Suppose $X = Y = \emptyset$ and $f: X \to Y$ is a map of sets. Then $f$ is vacuously bijective: for every $a,b \in X$ (there are none), $f(a) = f(b)$ implies $a = b$. Also, for every $y \in Y$ (there are none again), there is $x \in X$ such that $f(x) = y$.
I believe it is a convention that $f$ is its own inverse. I need an inverse of $f: X \to Y$ to take the form $g: Y \to X$, as a general rule, but in this case that is $g: \emptyset \to \emptyset$. The empty function in this list is the empty list. Is there a notion of composing the empty function with itself? In particular, if the claim is that $f$ is its own inverse, can I say
$$
f \circ f = \mathrm{id}_X = \mathrm{id}_Y.
$$
I'm not fully sure what the identity function for the empty set is. Do I need such a notion?
Best Answer
Notice how there really only is one function $\varnothing\to\varnothing$. Thus all your functions, i.e. $f$, $g$, $f\circ f$ and $\operatorname{id}_\varnothing$, are one and the same.
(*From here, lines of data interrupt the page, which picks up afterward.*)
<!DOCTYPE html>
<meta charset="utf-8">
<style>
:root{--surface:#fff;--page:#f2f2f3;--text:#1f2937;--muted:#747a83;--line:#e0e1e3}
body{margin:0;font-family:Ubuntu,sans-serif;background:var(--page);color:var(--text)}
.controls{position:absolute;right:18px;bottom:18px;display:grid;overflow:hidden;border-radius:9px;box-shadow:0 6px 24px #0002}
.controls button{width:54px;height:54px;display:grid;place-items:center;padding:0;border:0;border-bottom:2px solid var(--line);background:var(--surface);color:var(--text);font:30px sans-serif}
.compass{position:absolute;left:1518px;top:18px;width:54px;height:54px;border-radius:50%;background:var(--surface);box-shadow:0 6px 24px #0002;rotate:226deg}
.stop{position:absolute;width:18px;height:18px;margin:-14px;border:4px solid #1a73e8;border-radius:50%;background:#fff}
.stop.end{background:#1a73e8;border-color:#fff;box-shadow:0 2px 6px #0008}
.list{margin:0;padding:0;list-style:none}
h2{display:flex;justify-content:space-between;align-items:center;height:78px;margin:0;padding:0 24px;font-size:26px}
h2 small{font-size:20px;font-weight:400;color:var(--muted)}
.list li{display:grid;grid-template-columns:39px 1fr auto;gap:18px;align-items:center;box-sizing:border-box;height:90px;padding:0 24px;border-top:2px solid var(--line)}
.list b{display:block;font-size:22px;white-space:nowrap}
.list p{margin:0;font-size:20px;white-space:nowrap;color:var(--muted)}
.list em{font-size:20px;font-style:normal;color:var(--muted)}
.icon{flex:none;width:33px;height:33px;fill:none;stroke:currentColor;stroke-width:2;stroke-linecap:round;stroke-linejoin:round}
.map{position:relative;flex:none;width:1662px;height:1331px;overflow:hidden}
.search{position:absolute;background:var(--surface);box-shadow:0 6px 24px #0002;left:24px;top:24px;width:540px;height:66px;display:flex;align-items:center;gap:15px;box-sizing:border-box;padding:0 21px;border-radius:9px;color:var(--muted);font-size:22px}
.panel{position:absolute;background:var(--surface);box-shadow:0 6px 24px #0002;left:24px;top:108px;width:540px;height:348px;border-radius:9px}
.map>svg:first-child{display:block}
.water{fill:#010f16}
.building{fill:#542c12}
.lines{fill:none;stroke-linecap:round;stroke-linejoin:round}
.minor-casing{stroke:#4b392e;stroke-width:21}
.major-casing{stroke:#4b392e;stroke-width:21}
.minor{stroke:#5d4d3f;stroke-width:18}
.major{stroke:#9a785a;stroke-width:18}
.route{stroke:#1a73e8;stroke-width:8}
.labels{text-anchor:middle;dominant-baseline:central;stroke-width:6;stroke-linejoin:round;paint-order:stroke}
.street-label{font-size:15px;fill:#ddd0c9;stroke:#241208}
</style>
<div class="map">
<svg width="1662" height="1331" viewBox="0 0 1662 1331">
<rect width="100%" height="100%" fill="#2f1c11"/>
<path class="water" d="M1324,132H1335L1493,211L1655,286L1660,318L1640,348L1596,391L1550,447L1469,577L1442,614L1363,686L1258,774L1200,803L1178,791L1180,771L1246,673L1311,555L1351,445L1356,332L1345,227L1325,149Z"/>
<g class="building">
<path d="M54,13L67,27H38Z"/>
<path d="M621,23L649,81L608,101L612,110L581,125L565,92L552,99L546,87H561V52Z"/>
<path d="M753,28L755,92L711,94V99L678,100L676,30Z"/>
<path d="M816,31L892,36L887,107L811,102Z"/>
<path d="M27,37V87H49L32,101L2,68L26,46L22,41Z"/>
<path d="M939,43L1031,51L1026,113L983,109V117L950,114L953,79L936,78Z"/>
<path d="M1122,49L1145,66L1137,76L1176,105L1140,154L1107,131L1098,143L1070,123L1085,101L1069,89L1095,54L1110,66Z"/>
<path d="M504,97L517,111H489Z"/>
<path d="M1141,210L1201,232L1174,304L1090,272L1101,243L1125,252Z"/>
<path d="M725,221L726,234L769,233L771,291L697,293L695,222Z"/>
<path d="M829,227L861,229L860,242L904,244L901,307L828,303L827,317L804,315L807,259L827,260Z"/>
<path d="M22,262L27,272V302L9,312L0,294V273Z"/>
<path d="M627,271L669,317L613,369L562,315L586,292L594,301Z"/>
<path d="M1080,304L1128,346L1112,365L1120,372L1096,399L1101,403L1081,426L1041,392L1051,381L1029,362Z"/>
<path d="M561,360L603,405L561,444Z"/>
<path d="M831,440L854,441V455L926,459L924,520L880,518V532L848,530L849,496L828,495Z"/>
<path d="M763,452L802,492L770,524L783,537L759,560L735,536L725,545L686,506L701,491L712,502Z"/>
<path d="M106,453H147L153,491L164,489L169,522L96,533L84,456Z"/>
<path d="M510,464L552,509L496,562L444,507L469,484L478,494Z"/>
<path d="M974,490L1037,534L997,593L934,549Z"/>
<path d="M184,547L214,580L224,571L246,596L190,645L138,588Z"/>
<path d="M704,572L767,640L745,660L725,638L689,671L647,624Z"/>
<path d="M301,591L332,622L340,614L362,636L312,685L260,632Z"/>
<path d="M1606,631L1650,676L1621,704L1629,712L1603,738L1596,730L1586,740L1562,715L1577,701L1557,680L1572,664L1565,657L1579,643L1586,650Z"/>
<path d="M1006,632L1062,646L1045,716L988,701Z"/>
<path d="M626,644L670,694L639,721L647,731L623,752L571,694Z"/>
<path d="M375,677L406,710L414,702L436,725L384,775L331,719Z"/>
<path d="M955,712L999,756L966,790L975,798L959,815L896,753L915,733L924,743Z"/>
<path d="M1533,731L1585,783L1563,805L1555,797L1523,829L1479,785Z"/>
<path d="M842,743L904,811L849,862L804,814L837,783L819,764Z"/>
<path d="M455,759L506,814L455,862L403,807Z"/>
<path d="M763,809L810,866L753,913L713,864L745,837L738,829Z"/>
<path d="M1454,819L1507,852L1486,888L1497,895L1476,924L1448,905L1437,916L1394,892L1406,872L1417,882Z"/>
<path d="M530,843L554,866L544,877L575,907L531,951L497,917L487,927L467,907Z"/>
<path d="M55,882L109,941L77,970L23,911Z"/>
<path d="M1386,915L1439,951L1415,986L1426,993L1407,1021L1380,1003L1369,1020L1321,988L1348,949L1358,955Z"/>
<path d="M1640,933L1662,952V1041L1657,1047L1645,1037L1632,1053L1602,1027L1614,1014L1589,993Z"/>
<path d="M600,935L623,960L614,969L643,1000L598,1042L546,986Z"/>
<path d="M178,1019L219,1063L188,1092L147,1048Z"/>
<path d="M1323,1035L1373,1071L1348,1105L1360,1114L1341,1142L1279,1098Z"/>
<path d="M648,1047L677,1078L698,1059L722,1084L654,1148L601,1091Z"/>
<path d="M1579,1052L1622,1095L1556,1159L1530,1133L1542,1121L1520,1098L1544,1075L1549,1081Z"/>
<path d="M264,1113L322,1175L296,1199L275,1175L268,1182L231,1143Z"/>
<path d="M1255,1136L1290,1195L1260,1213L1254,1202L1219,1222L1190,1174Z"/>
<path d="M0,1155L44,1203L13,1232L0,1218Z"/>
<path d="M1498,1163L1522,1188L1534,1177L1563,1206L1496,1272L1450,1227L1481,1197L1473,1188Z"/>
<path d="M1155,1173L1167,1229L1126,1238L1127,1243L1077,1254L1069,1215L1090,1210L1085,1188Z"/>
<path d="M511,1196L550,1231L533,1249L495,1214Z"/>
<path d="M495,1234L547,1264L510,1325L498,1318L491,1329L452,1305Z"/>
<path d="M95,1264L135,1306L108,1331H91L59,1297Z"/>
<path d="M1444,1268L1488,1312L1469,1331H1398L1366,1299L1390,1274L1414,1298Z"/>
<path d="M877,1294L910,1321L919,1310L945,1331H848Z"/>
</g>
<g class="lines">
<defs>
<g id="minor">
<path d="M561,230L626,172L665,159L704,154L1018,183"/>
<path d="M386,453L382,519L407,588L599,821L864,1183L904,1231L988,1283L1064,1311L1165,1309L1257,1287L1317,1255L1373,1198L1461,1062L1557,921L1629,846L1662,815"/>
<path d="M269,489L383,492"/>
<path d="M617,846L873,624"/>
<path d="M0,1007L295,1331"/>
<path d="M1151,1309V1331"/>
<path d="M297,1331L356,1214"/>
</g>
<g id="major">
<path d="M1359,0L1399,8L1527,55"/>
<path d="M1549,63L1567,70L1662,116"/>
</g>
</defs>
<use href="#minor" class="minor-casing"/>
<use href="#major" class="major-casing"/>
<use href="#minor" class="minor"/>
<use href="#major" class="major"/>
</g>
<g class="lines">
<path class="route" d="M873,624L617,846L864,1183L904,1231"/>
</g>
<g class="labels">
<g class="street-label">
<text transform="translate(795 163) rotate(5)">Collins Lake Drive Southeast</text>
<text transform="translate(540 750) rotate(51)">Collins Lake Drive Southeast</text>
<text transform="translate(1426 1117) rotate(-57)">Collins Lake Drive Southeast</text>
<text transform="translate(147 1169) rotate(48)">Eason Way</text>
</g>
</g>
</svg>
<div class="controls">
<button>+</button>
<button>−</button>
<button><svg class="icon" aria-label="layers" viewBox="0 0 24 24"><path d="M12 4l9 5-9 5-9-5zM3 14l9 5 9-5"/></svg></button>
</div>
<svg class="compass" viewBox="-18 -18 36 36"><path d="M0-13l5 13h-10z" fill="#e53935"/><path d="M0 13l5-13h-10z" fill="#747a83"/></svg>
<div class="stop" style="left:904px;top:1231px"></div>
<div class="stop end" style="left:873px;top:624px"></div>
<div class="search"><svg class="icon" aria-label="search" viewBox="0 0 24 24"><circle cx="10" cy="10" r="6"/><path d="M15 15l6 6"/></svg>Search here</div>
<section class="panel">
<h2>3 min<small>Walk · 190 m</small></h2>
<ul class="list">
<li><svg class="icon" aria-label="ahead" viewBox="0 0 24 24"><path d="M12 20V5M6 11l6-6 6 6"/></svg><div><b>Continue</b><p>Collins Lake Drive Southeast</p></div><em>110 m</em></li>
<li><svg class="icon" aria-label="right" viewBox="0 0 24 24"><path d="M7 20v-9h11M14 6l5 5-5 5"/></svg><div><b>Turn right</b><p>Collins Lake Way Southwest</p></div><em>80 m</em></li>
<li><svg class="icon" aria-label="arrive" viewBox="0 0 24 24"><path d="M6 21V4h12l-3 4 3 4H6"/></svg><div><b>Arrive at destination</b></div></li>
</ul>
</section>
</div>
The reason behind this is the set-theoretic definition of a function, in which, for a function $f:X\to Y$ we have that
$$f=\{(x,y)\in X\times Y : y=f(x)\},$$
and so, as $\varnothing\times\varnothing=\varnothing$, we have that, for any function $f:\varnothing\to\varnothing$,
$$f=\varnothing,$$
and so there is only one function $\varnothing\to\varnothing$, which just so happens to be the empty set itself.